§ **Exercise description**
Find the lines of data that contain the string "Owens", then list them.

(Material for this task Opens)

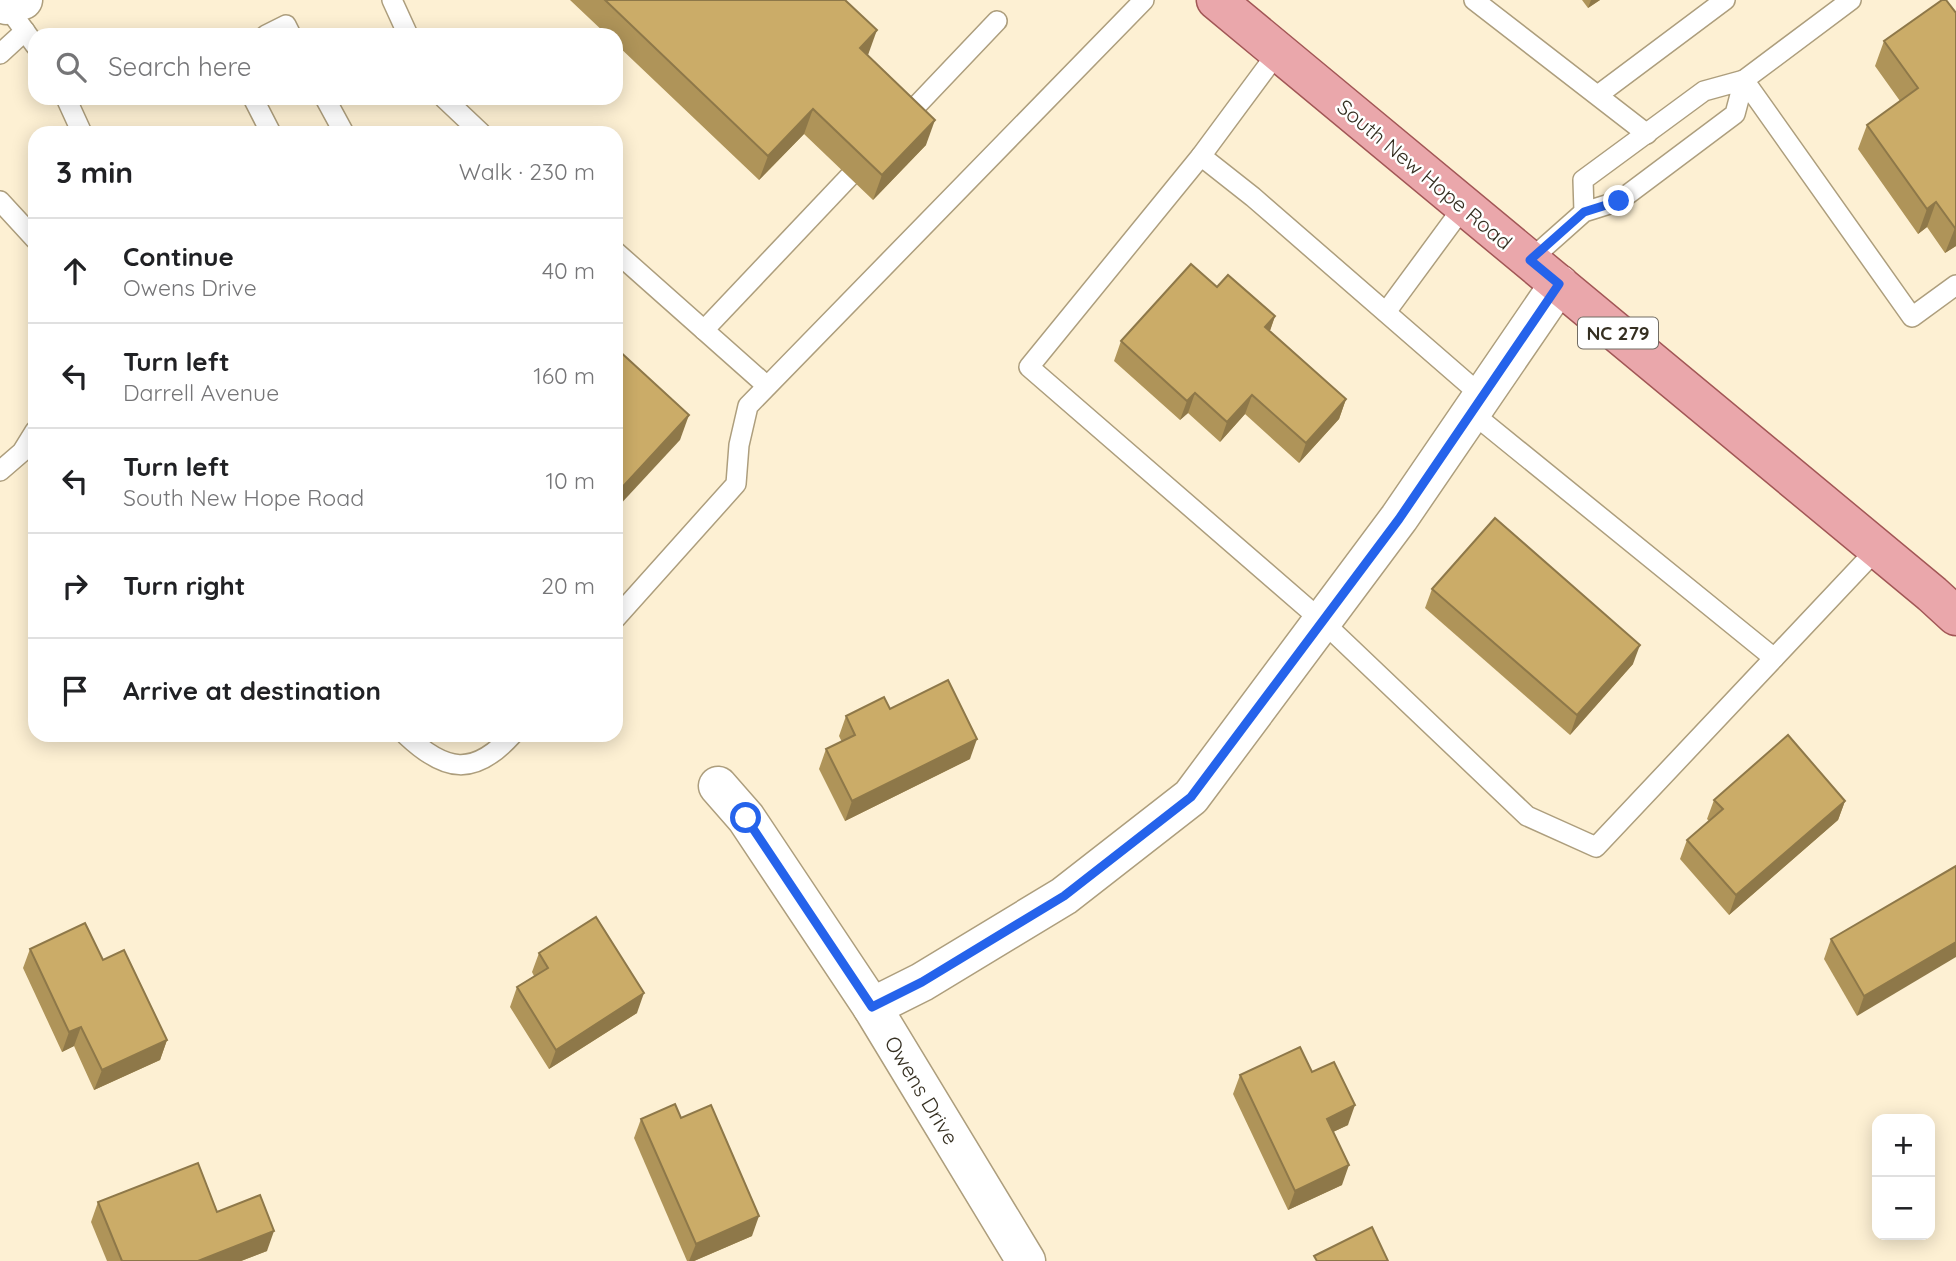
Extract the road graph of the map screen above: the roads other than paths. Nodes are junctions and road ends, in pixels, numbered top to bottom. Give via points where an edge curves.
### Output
1 (392, 0) edge
2 (1144, 0) edge
3 (1216, 0) edge
4 (1474, 0) edge
5 (1724, 0) edge
6 (1851, 0) edge
7 (18, 16) edge
8 (997, 21) dead end
9 (405, 28) edge
10 (1278, 52) junction
11 (0, 54) edge
12 (1744, 80) junction
13 (1598, 95) junction
14 (69, 105) edge
15 (257, 105) edge
16 (328, 105) edge
17 (449, 105) edge
18 (79, 126) edge
19 (267, 126) edge
20 (339, 126) edge
21 (466, 126) edge
22 (1647, 134) junction
23 (1201, 156) junction
24 (0, 201) edge
25 (1464, 206) junction
26 (1584, 212) junction
27 (28, 231) edge
28 (623, 258) edge
29 (1544, 272) junction
30 (1956, 285) edge
31 (1386, 312) junction
32 (704, 330) junction
33 (767, 386) junction
34 (1477, 404) junction
35 (28, 442) edge
36 (0, 471) edge
37 (1877, 549) junction
38 (623, 610) edge
39 (1956, 617) edge
40 (1322, 621) junction
41 (1774, 658) junction
42 (413, 742) edge
43 (505, 742) edge
44 (718, 786) dead end
45 (872, 1007) junction
46 (1026, 1261) edge

1 - 9 lane
2 - 33 lane
3 - 10 main road, South New Hope Road / NC 279
4 - 13 lane
5 - 13 lane
6 - 12 lane
7 - 11 lane
8 - 32 lane
10 - 23 lane
10 - 25 main road, South New Hope Road / NC 279
12 - 22 lane via 1704,90
12 - 26 lane via 1735,114 1619,201
12 - 30 lane via 1912,317
13 - 22 lane
14 - 18 lane
15 - 19 lane
16 - 20 lane
17 - 21 lane
22 - 26 lane via 1583,180
23 - 31 lane
23 - 40 lane via 1029,367
24 - 27 lane
25 - 29 main road, South New Hope Road / NC 279
25 - 31 lane
26 - 29 lane
28 - 32 lane
29 - 34 street
29 - 37 main road, South New Hope Road / NC 279
31 - 34 lane
32 - 33 lane
33 - 38 lane via 748,406 736,484
34 - 40 street
34 - 41 lane
35 - 36 lane
37 - 39 main road, South New Hope Road / NC 279
37 - 41 lane
40 - 41 lane via 1527,816 1596,847
40 - 45 street via 1191,797 1064,896
42 - 43 lane via 450,765 494,754
44 - 45 street, Owens Drive via 746,818
45 - 46 street, Owens Drive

(Material for this task Closes)

§ **Result of the exercise**
44 - 45 street, Owens Drive via 746,818
45 - 46 street, Owens Drive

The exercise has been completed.